Scleroderma Renal Crisis in a Patient with Paraneoplastic Syndrome

Session Information

Category: Trainee Case Report

  • 1202 Glomerular Diseases: Immunology and Inflammation

Authors

  • Ahmed, Ayesha, Rwjmh, Piscataway, New Jersey, United States
  • Saro-Nunez, Lilian, Rutgers Robert Wood Johnson Medical School, New Brunswick, New Jersey, United States
  • Handelsman, Cory, Rutgers Robert Wood Johnson Medical School, New Brunswick, New Jersey, United States
Introduction

Scleroderma renal crisis affects 5-10% of patients with systemic sclerosis, with 5-year survival rate of 59%. Anti-RNA polymerase IIIAb are associated with risk of SRC and cancer. We describe a patient with paraneoplastic scleroderma who presented with AKI and HTN after steroid use and diagnosed with SRC.

Case Description

A 55-year-old woman with h/o HTN,Endometrial cancer (3/ 2017) s/p TAH-BSO, tumor debulking, paraneoplastic scleroderma (diagnosed a month back with + autoantibodies to RNA polymerase III) was sent to ER for worsening creatinine(2 mg/dl to 4.6 mg/dl in 2 weeks). Of note patient was noted to have worsening liver enzymes 2 months back and underwent liver biopsy which showed ductopenia and fibrosis. Given suspicion of an autoimmune process prednisone was initiated.On admission,patient was in acute respiratory distress requiring intubation,hypertensive (SBP 180mmHg) and in renal failure. Diagnosis of SRC was made,Captopril was initiated and steroid was discontinued.
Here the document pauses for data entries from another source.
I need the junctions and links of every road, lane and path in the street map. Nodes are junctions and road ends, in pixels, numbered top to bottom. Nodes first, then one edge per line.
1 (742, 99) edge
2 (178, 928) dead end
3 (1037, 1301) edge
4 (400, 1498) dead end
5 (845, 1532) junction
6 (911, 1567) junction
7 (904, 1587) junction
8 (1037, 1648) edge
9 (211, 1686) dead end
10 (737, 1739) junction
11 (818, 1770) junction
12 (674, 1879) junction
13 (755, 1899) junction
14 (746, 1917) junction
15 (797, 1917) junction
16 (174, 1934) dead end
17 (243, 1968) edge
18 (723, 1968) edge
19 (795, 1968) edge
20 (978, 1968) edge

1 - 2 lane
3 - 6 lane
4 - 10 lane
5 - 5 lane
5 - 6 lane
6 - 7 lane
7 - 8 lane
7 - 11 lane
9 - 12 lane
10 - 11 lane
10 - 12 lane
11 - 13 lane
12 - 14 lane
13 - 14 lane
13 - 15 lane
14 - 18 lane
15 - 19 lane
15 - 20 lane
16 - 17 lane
Renal biopsy showed TMA with extensive involvement of arteries, arterioles,extensive (50%) ischemic glomerular alteration, segmental duplication of glomerular capillary wall and moderate tubular injury. No significant interstitial fibrosis/tubular atrophy. She was discharged on dialysis.

Discussion

SRC is characterized by presence of high blood pressure with variable degrees of renal insufficiency.5-20% of patients with diffuse scleroderma are at risk of developing SRC.A positive RNA Pol IIIAb, present in our patient,further increases the risk of developing renal crisis. SRC associated with paraneoplastic scleroderma is even rarer.An extensive review of the literature showed only 4 cases of SRC in patients with ovarian,lung,breast and renal carcinoma. Given that SRC is a potentially life-threatening disease, we should have a high degree of suspicion in patients with scleroderma who present with hypertension and acute renal failure.